The lightbulb moment for Antti Ropponen happened in 2019 during a risk assessment for a South European bank. While many were still viewing quantum threats as a distant theoretical concern, the complexity of that early project revealed a different reality. The challenge was not purely mathematical. It was an architectural and organizational puzzle that required a transformation-level effort.
Antti explains that the current state of quantum safe migration mirrors the early days of cloud adoption. Back in 2016 and 2017, organizations were obsessed with “lift and shift” strategies, moving workloads without rethinking the underlying architecture. We see a similar trend today where teams want to simply swap an algorithm and call it a day. This approach ignores the need for crypto agility and redesigned frameworks that can adapt as standards evolve.
Getting Past the Inventory Paralysis Trap
One of the primary roadblocks today is what Antti calls inventory paralysis. Large organizations are not dealing with hundreds of systems but tens of thousands of interconnected dependencies. Waiting for a perfect, 100% accurate inventory is a recipe for stagnation because the data changes faster than it can be scanned. “It seems to be that the data is never complete,” Antti observes. “Two weeks later, it’s showing different data.” Instead of waiting for perfection, leaders should use a risk-based approach to double-click on the areas that matter most.
Ownership Outside the CISO Organization
The ownership of these programs is also shifting. An IBM study found that only 11% of quantum safe programs are owned by the CISO. More than half now sit within the CTO office or with heads of technology transformation. This change reflects the magnitude of the task. Transitioning an entire enterprise requires coordinating hundreds of application and platform teams. It is a cultural and behavioral transformation that must move beyond the security silo to be successful.
Showing Quantified Metrics That Display Risk Reduction Over Time
Building a business case for a multi-year journey remains a challenge. Antti suggests moving away from abstract counts of “bad things” toward quantified metrics of risk reduction. He also advocates for identifying technical debt.
By integrating quantum-safe standards into existing IT refresh cycles, organizations can avoid the future cost of reworking projects that are currently in flight. “You want to get funding for something small now, which avoids the future rework cost,” Antti notes. If a three-year project continues without quantum-safe guidelines, it essentially creates “net new” legacy debt.

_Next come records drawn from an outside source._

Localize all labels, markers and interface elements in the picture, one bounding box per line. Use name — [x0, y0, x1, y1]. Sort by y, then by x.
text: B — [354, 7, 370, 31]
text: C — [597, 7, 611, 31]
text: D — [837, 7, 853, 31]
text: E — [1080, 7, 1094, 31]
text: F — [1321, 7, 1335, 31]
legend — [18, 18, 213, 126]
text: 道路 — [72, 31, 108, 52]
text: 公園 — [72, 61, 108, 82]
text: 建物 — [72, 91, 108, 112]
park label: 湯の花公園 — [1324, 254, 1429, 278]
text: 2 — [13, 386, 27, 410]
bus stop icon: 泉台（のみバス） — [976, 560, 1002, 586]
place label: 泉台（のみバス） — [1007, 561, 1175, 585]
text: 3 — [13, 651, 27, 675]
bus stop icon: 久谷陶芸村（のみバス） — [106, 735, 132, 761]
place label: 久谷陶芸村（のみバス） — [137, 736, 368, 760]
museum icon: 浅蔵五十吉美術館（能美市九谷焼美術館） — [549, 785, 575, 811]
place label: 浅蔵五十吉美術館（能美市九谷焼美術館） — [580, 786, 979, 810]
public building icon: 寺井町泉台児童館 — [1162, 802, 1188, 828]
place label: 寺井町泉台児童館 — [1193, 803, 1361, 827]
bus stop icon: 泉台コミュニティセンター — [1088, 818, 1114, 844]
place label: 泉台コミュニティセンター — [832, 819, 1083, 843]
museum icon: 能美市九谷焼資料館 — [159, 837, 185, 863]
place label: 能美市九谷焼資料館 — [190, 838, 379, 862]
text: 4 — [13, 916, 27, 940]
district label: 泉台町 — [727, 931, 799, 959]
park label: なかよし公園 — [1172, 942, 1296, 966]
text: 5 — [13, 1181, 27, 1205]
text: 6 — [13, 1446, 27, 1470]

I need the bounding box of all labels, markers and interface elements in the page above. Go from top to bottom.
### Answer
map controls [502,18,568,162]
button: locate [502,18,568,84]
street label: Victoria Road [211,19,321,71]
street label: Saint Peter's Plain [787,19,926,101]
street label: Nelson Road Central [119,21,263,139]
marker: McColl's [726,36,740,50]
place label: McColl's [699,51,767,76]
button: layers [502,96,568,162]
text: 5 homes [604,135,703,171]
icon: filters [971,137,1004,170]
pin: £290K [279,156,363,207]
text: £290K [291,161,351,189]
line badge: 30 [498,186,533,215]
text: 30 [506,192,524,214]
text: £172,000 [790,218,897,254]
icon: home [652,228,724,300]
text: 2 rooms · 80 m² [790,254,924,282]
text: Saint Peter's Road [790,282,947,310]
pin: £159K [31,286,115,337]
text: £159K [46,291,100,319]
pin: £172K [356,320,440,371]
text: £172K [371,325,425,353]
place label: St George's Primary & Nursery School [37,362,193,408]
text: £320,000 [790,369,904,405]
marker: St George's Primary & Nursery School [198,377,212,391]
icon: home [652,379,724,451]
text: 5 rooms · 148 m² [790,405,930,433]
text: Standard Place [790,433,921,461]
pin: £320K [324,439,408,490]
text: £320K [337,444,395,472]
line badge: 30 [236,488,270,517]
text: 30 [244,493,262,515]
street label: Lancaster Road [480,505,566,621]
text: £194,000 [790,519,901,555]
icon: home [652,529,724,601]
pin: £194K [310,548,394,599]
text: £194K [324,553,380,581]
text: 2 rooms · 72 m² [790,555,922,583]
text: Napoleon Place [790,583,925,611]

No Longer a Future Problem But a Very Much Present Transformation
The strategy for a bank might look very different from a pharmaceutical company. For a financial institution, the priority is often maintaining operational trust flows and ensuring mortgages and payments remain uninterrupted. In contrast, a pharmaceutical company might prioritize the confidentiality of clinical trial data that must be secured for decades. Both require a focus on what matters most from a threat perspective, whether that is “harvest now, decrypt later” or risks to long-term authentication.
The biggest misconception remains the idea that this is a future problem. Antti encourages organizations to stop labeling this as a specialized “quantum” project and start treating it as business-as-usual engineering transformation. By updating engineering practices and technology development today, the transition becomes a natural evolution rather than a frantic race against a future date.
About Antti Ropponen
Antti Ropponen is the Global Quantum Safe Transformation Leader at IBM Consulting. He works with global organizations to scale quantum-safe programs, focusing on moving from theoretical risk to operational migration. His work emphasizes architectural planning, crypto agility, and enterprise-wide governance.